Así  las  cosas,  cuando los pretendidos  desmovilizados     al     parecer    buscan  respaldar  la  coartada  propuesta  por  el  condenado, de  ninguna    manera    exhiben    la    contundencia   necesaria  que    invariablemente    conduzca    a   verificar   que     la     sentencia     condenatoria    está    errada,   o   que   es   ajena   al   valor   justicia,  en  tanto,  representan  apenas  unos  elementos probatorios  que  no  presentó  la defensa en el curso del juicio, buscando que hoy se tomen  en   cuenta  aisladamente,  como  si  en  contrario  otras  más  significativas  probanzas no hubiesen sido allegadas.   

La razón de ser de la acción de revisión  es  la  de  subsanar  los defectos materiales de aquellas providencias que ponen  fin  al proceso penal, tanto en la instrucción como en el juicio, proferidas en  contravía  de  una  recta  administración  de justicia, atendiendo al interés  general  de  la verdad y de la justicia como forma de garantizar una convivencia  pacífica  y un orden justo para el conglomerado social. Pero no es un mecanismo  para  revivir  debates  finiquitados,  sino la justicia  en  su dimensión positiva, para evitar que se condene  a inocentes o se absuelva a los responsables.   
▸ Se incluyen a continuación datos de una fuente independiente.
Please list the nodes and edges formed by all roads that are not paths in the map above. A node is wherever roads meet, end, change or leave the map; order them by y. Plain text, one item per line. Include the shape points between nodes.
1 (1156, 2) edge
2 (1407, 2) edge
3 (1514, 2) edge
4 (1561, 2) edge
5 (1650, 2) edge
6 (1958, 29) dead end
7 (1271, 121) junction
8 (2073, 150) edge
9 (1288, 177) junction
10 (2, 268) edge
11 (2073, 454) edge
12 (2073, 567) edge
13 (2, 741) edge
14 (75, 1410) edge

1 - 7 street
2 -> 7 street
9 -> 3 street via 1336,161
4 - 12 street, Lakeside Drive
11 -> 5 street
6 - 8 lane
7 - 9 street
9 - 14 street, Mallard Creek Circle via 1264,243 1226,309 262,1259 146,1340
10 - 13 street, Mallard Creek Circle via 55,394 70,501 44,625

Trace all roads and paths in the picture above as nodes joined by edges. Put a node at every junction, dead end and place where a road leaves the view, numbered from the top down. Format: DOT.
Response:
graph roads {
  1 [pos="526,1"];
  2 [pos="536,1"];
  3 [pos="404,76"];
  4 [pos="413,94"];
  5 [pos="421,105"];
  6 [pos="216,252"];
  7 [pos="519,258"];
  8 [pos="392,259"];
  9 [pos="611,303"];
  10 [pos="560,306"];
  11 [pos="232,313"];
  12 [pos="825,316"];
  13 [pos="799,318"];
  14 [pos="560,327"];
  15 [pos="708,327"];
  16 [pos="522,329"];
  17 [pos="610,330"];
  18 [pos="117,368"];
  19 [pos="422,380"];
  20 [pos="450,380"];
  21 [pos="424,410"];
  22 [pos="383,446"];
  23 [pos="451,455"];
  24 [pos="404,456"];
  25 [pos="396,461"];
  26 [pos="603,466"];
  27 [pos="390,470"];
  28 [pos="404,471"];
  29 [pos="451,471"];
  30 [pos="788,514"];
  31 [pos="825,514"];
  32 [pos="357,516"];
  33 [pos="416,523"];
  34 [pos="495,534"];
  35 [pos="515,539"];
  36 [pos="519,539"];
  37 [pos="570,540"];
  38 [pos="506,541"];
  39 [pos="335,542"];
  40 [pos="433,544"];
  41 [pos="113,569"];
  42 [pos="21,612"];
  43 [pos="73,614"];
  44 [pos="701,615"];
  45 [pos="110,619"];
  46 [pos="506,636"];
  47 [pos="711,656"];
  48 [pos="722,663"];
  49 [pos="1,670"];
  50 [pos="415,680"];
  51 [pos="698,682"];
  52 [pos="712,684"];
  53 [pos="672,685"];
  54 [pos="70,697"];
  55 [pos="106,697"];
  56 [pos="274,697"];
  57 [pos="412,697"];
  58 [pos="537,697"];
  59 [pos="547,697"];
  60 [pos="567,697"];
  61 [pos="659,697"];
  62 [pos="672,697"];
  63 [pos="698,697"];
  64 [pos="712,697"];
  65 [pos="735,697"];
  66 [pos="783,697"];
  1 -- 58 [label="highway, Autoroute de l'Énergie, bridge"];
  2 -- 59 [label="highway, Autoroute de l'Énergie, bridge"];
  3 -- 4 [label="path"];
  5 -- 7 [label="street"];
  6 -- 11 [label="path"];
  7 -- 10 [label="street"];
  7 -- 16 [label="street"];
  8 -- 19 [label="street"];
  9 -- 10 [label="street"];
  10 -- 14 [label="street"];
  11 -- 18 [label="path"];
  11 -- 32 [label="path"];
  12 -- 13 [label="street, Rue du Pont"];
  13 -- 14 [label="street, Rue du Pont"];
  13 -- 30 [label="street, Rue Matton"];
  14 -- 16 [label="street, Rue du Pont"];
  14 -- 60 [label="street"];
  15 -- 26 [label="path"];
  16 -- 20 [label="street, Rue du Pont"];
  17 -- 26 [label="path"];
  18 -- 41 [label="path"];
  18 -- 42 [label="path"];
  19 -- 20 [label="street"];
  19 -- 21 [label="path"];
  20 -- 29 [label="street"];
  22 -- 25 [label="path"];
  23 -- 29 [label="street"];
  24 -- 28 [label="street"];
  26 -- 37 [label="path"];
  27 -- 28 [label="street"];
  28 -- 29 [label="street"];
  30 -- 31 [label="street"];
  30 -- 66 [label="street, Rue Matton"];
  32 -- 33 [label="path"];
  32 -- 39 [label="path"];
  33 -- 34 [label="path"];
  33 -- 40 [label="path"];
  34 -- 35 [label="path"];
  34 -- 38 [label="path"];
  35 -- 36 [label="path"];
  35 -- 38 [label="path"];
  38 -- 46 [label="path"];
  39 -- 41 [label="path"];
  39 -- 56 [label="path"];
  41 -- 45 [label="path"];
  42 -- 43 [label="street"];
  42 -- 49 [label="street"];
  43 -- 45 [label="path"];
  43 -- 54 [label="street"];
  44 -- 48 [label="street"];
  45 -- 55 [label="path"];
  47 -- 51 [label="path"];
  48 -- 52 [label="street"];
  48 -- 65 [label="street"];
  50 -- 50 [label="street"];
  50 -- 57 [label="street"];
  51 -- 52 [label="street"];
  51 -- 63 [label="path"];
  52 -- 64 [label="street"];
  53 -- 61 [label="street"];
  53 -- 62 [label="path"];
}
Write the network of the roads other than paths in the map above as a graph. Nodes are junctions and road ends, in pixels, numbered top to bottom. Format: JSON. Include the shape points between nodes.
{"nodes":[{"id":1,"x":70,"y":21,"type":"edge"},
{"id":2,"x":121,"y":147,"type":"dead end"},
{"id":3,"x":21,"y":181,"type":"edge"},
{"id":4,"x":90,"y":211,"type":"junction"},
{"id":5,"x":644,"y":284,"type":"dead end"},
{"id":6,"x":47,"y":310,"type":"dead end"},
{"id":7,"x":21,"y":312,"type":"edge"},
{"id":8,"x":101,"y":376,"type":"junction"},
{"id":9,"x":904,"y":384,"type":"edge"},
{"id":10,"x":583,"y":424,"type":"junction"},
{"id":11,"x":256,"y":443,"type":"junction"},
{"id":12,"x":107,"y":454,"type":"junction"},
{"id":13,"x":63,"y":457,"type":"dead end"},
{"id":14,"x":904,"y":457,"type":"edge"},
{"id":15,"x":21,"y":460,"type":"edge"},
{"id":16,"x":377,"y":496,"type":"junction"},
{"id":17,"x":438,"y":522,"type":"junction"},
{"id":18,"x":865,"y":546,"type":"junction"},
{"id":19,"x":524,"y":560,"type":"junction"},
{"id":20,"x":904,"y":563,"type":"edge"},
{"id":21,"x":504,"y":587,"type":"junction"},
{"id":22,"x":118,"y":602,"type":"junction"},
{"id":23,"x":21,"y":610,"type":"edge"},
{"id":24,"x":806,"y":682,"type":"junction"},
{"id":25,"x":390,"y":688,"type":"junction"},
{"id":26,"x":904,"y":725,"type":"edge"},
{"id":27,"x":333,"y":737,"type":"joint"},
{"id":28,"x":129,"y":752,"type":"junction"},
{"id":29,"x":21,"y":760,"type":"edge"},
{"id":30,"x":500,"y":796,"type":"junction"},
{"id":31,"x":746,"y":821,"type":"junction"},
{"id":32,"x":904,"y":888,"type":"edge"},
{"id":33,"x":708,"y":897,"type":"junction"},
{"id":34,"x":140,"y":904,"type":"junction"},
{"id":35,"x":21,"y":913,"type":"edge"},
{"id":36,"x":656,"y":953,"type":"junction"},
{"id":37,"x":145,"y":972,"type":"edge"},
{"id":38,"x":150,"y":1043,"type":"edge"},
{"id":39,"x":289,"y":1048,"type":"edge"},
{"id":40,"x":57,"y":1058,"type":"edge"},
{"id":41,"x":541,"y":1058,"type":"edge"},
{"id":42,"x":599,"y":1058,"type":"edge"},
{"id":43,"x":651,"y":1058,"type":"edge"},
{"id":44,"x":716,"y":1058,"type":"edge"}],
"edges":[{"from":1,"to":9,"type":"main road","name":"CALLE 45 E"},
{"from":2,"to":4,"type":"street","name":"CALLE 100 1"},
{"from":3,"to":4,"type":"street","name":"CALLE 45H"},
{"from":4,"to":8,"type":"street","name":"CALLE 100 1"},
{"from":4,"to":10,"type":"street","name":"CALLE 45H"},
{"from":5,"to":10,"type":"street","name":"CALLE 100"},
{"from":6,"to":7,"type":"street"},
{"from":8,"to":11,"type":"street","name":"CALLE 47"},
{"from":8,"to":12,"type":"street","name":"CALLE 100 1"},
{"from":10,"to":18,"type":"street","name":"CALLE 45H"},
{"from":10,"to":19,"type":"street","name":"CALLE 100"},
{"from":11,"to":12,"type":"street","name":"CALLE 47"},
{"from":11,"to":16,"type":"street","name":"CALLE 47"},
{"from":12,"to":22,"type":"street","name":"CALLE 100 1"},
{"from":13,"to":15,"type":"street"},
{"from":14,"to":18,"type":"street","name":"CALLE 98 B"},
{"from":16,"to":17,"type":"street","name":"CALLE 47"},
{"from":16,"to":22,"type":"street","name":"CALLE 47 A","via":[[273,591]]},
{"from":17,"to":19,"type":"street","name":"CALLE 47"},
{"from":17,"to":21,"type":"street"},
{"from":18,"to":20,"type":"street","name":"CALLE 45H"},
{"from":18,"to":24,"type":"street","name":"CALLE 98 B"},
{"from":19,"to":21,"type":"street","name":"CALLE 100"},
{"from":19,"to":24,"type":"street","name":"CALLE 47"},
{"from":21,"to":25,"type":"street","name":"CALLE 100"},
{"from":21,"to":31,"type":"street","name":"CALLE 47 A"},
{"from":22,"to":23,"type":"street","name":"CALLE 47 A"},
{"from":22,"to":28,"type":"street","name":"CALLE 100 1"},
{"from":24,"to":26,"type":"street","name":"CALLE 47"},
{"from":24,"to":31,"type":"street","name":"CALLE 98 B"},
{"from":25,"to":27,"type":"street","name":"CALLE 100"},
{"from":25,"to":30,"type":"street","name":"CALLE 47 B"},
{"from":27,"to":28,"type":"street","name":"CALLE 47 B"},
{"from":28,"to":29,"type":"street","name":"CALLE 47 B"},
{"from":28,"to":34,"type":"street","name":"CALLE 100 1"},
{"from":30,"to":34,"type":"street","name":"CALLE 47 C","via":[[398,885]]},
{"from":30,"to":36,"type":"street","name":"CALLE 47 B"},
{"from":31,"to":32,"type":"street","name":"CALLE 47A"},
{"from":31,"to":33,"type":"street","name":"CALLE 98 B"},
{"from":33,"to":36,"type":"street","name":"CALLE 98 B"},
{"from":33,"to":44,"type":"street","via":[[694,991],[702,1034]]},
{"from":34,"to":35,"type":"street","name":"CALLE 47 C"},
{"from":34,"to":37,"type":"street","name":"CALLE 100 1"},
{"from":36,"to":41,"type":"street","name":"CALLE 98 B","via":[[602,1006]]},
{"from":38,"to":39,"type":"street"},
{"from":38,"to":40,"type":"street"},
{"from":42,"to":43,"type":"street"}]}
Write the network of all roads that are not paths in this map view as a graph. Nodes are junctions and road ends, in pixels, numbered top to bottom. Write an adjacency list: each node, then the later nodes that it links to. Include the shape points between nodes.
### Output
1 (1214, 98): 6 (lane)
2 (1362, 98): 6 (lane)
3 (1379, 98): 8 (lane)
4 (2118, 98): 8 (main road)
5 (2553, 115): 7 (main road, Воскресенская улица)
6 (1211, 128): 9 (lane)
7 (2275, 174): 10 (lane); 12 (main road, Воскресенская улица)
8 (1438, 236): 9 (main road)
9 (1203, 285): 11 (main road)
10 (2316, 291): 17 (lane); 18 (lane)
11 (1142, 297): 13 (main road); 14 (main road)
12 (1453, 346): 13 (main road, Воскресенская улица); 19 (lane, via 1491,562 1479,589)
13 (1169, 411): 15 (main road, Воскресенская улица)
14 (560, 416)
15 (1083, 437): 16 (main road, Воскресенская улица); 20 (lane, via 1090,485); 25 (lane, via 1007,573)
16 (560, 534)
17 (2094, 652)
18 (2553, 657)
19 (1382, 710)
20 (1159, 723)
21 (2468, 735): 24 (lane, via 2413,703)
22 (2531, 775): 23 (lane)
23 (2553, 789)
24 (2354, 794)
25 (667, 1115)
Por  lo  tanto,  al  no  tener  las pruebas  aducidas  el  poder  de  desvirtuar  el  juicio  de  reproche  recaído sobre el  condenado,  la condición de res iudicata que  ampara  la  decisión  atacada,  se alza incólume frente a los  alegatos de la demandante.   

En  mérito  a lo expuesto, la CORTE  SUPREMA  DE  JUSTICIA,  Sala  de  Casación Penal,   

  R   E   S  U  E  L  V  E   

INADMITIR  la  demanda  de  revisión  presentada  por  la  apoderada  especial     de     GUSTAVO     ADOLFO    LAVERDE  AGUIRRE, de conformidad con  las    razones    consignadas    en    la    anterior    motivación.   

Contra  esta decisión procede el recurso  de reposición.   

Cópiese,      notifíquese     y  cúmplase.   

GUSTAVO ENRIQUE MALO FERNÁNDEZ  

Magistrado  

LUIS       BERNARDO       ALZATE  GÓMEZ                                  JOSÉ LUIS BARCELÓ CAMACHO   

                       Conjuez                                                                                                        Magistrado   

FERNANDO       A.       CASTRO  CABALLERO                          JUAN CARLOS PRÍAS BERNAL   

                Magistrado                                                                                       Conjuez   

LUIS      GUILLERMO      SALAZAR  OTERO                           YESID VIVEROS CASTELLANOS   

Magistrado                                                        Conjuez   

Nubia Yolanda Nova García  

Secretaria    

1  Artículo   220.   La   acción  de  revisión  procede  contra  las  sentencias  ejecutoriadas, en los siguientes casos: (…)   

3.   Cuando   después  de  la  sentencia  condenatoria  aparezcan  hechos  nuevos o surjan pruebas, no conocidas al tiempo  de   los   debates,   que   establezcan   la   inocencia  del  condenado,  o  su  inimputabilidad. (…).